» **Provided entries**:
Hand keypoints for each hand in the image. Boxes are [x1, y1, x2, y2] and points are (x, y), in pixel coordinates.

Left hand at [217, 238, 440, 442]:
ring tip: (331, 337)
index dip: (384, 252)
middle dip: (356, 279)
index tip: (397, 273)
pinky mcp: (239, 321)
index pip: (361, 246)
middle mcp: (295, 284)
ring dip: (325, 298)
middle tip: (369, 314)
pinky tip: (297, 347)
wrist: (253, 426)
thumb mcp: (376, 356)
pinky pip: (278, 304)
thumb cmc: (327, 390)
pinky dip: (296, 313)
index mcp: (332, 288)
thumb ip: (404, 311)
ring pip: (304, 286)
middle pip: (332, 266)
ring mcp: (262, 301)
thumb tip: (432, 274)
--
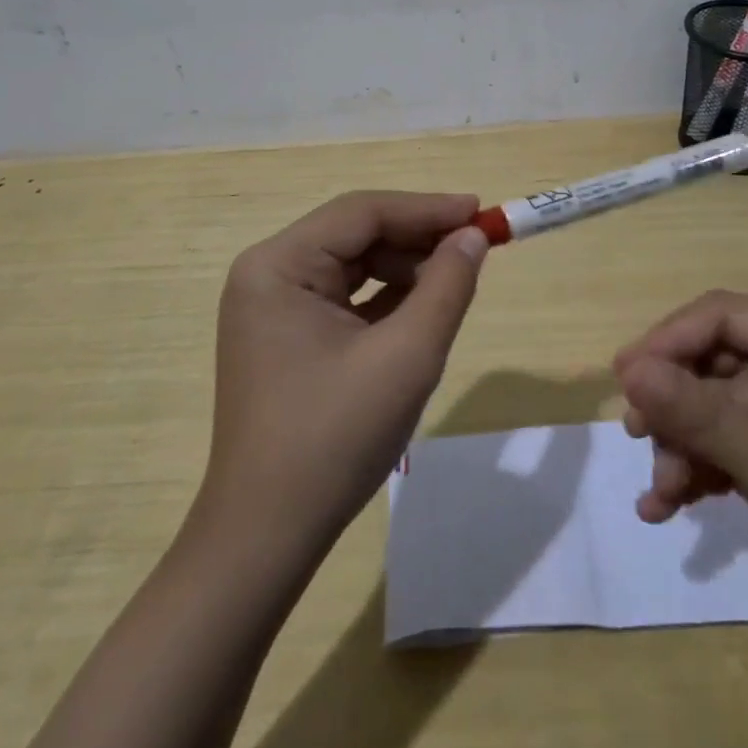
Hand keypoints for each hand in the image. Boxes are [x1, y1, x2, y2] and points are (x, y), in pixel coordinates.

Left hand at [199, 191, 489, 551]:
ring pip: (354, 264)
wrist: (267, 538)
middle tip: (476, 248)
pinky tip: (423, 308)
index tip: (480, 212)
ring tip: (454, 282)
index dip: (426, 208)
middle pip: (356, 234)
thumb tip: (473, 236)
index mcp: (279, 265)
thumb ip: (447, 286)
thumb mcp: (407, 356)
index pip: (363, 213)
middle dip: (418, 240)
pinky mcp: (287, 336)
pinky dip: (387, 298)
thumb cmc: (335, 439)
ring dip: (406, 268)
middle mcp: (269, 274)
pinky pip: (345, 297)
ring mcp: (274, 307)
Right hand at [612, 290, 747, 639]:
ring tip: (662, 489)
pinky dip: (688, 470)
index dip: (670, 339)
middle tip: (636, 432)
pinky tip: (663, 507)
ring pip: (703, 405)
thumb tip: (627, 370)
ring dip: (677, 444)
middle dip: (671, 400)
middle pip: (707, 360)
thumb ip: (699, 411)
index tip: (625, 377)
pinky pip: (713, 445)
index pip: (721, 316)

» **Problem details**:
Write out, from the lines above, only those from the line with "ring dip: (325, 298)" to the line with "thumb tip: (432, 274)", exactly as given, including the first and the last.

» **Result of the task**:
ring dip: (325, 298)
middle tip: (369, 314)
pinky tip: (297, 347)
wrist: (253, 426)
thumb mcp: (376, 356)
pinky pip: (278, 304)
thumb cmc: (327, 390)
pinky dip: (296, 313)
index mcp: (332, 288)
thumb ip: (404, 311)
ring pip: (304, 286)
middle pip: (332, 266)
ring mcp: (262, 301)
thumb tip: (432, 274)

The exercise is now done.